Welcome, Hay House Listeners


From Dream to Reality: How to Build the Life You Really Want

How to Build the Life You Really Want
Article
How to Build the Life You Really Want
Guided Practice

Do you have a dream? Is there something you’d like to do or become that would make your life feel even better than it already is? Do you consider yourself worthy of achieving it?

As a psychiatrist committed to helping people achieve true happiness, it’s not enough that I simply encourage you to follow your dreams … what’s important to me is to help you create dreams that are worthy of you and to remember that when you do that, you deserve to and are capable of achieving your dream. The human mind is plagued with feelings of deficit, which seems to present obstacles to making your dreams come true. For example, you may find yourself thinking:

  • I’m not talented enough to achieve …
  • I’m not attractive enough that someone would …
  • I’m not smart enough to become …

Here’s an important insight that brings mental and emotional well-being: Pushing yourself to find self-worth from external achievements will not work. Having and doing things won’t make you complete or worthy.

Think of this simple equation: N (the current moment) + 1 (the next best thing) = Continuing Frustration. This is not the path to fulfillment, nor will it create a satisfying life. If your dreams are of things and achievements, based on acquisitions and accomplishments rather than experiences, then you are walking a path that can only lead to dissatisfaction.

I urge you to focus on being aware of what’s behind your dreams. Yes, the drive for the next best thing (whether it is a job or a car or a lover) can be expressed as the ambition that fuels artistic expression and professional accomplishment … but, to the unaware mind, it also brings greed, envy and suffering.

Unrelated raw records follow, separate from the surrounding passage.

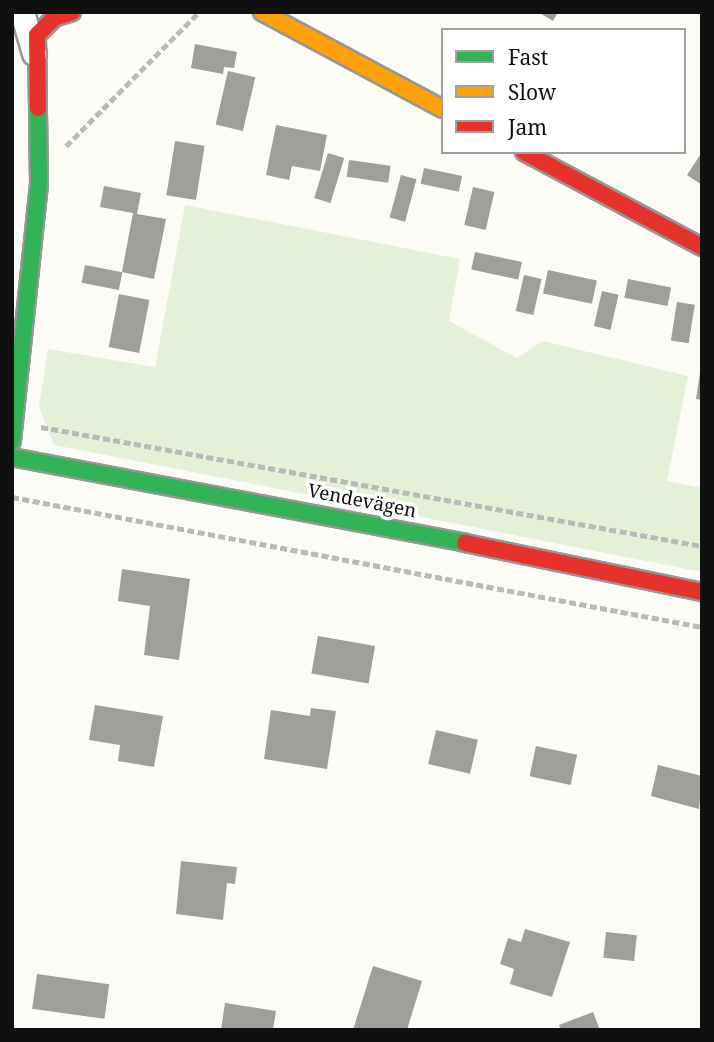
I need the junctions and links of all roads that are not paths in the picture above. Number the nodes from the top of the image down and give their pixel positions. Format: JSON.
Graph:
{"nodes":[{"id":1,"x":22,"y":12,"type":"edge"},
{"id":2,"x":72,"y":12,"type":"edge"},
{"id":3,"x":262,"y":12,"type":"edge"},
{"id":4,"x":35,"y":55,"type":"junction"},
{"id":5,"x":441,"y":108,"type":"edge"},
{"id":6,"x":528,"y":154,"type":"edge"},
{"id":7,"x":702,"y":247,"type":"edge"},
{"id":8,"x":12,"y":441,"type":"edge"},
{"id":9,"x":12,"y":457,"type":"edge"},
{"id":10,"x":702,"y":592,"type":"edge"}],
"edges":[{"from":1,"to":4,"type":"street"},
{"from":2,"to":4,"type":"street"},
{"from":3,"to":5,"type":"street"},
{"from":4,"to":8,"type":"street"},
{"from":6,"to":7,"type":"street"},
{"from":9,"to":10,"type":"street","name":"Vendevägen"}]}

In our pre-aware quest for fulfillment, we set out on life’s journey. We learn what we are supposed to want from our family, our religion, our schools, our friends and the media that saturate our lives. All of this tells us in great detail about our “needs” and the do’s and don’ts of pursuing them. A quest for happiness begins, but the “happily ever after” never arrives.

Happiness doesn’t lie in how much we own, who we love or what we achieve. Rather happiness lies in robust mental health. It means reaching within ourselves to understand what we feel and finding a way to express it. Happiness lies at the end of a process in which we learn to see, feel, speak, accept and let go of life’s experiences.

A growing body of psychological research demonstrates that a happy life is built upon a series of good experiences that make memories you will be able to revisit with pleasure as the years go by. Researchers have found that beyond a certain level (which is $70,000/year), earning more money doesn’t add happiness to your life. Not having enough money to live creates stress and anxiety which can lead to unhappiness – but earning more than you actually need won’t make you happier. Other studies have found that when older people share nostalgic memories, they feel good (that’s why they talk about the good old days so much!) … and that people who spend money on experiences (travel, theater, a lovely meal shared with friends and loved ones) get more pleasure from their investment than those who buy things.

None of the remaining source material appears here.